## Dataset records
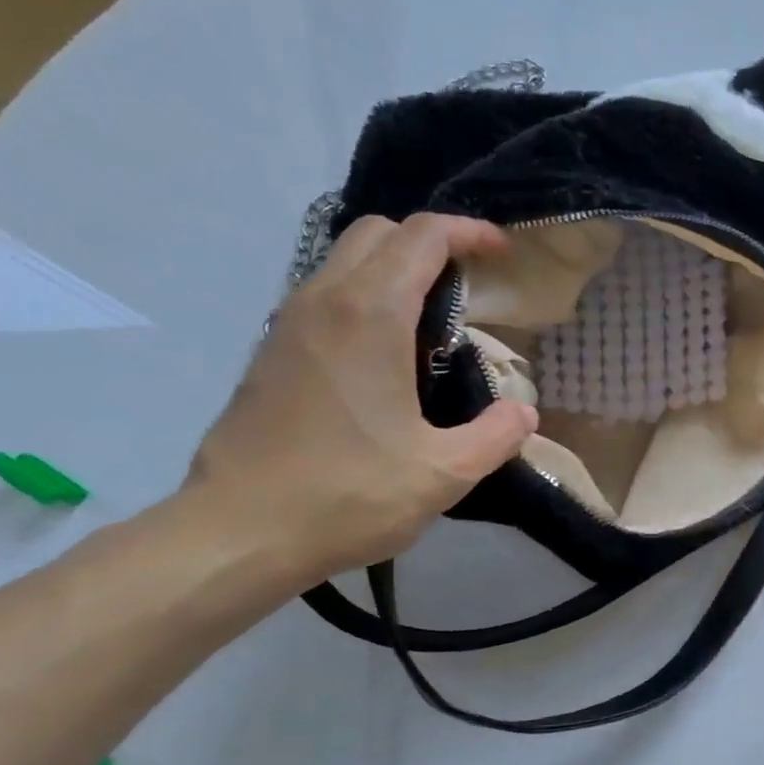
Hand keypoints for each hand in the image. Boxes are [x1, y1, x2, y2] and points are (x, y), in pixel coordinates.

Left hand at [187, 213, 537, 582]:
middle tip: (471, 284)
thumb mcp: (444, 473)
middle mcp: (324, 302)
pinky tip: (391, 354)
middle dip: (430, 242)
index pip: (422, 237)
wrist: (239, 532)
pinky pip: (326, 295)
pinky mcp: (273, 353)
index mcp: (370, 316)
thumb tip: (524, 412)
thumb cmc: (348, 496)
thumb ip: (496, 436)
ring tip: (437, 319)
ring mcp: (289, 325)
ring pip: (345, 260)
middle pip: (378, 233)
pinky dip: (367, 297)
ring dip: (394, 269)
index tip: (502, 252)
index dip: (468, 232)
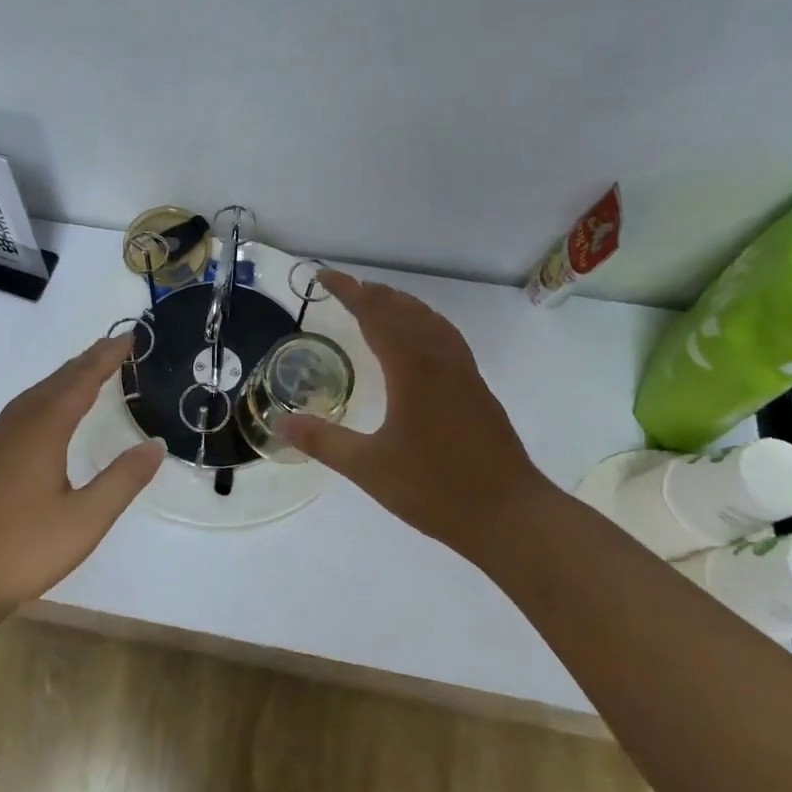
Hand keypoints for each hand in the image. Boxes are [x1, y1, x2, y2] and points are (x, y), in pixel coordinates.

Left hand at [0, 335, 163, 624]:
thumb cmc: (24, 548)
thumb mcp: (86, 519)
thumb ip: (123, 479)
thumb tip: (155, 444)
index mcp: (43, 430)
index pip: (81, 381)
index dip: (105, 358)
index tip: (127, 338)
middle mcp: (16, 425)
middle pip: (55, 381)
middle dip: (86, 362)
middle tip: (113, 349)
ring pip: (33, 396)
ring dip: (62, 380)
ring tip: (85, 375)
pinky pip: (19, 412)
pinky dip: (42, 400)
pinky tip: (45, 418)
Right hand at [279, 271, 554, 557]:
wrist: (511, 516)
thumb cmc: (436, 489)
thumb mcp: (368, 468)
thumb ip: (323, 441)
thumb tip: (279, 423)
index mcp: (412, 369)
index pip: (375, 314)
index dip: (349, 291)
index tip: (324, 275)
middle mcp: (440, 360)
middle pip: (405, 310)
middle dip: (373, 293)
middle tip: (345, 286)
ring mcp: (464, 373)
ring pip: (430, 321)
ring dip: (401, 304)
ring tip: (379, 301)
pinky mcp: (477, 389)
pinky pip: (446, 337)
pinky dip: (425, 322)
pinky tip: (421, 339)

## What is being asked
Begin with the line containing "index tip: (324, 275)" and retype it and each line after it through the end of the records, keeping them exact and including nothing more.

## Answer area
index tip: (324, 275)
middle mcp: (440, 360)
middle pip: (405, 310)
middle dip: (373, 293)
middle tip: (345, 286)
ring mcp: (464, 373)
ring pip: (430, 321)
ring dip: (401, 304)
ring tip: (379, 301)
pinky mcp: (477, 389)
pinky pip: (446, 337)
pinky dip: (425, 322)
pinky tip: (421, 339)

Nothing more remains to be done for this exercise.